TASK ITEM: Retype all of the data. Every line must match exactly.
'''
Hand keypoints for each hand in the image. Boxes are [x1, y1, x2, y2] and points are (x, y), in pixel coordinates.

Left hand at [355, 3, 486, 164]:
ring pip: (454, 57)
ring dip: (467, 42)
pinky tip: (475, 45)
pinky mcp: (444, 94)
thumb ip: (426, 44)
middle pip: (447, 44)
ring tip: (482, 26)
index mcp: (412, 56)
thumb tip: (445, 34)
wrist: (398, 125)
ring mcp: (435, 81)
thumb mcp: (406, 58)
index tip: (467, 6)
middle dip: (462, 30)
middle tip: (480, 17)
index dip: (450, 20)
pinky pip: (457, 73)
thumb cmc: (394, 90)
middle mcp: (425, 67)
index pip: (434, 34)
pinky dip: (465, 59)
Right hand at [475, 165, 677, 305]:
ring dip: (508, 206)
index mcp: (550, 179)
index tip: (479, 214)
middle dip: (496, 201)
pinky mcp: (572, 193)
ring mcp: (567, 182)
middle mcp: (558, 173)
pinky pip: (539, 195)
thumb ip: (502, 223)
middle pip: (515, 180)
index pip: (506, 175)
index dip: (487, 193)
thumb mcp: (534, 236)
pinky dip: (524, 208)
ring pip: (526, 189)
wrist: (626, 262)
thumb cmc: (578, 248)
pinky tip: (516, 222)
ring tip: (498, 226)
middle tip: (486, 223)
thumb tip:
'''
EXERCISE RESULT:
Hand keypoints for each hand in the image. Boxes are [x1, y1, x2, y2] and points are (x, y), in pixel coordinates.

Left hand at [355, 3, 486, 164]:
ring pip: (454, 57)
ring dip: (467, 42)
pinky tip: (475, 45)
pinky mcp: (444, 94)
thumb ip: (426, 44)
middle pip: (447, 44)
ring tip: (482, 26)
index mcp: (412, 56)
thumb tip: (445, 34)
wrist: (398, 125)
ring mcp: (435, 81)
thumb mcp: (406, 58)
index tip: (467, 6)
middle dip: (462, 30)
middle tip: (480, 17)
index dip: (450, 20)
pinky pip: (457, 73)
thumb cmc: (394, 90)
middle mcp: (425, 67)
index pip: (434, 34)
pinky dip: (465, 59)
Right hand at [475, 165, 677, 305]:
ring dip: (508, 206)
index mcp: (550, 179)
index tip: (479, 214)
middle dip: (496, 201)
pinky mcp: (572, 193)
ring mcp: (567, 182)
middle mcp: (558, 173)
pinky pip: (539, 195)
thumb ip: (502, 223)
middle pip: (515, 180)
index pip: (506, 175)
index dip: (487, 193)
thumb mcp: (534, 236)
pinky dip: (524, 208)
ring pip: (526, 189)
wrist: (626, 262)
thumb cmc: (578, 248)
pinky tip: (516, 222)
ring tip: (498, 226)
middle tip: (486, 223)
thumb tip:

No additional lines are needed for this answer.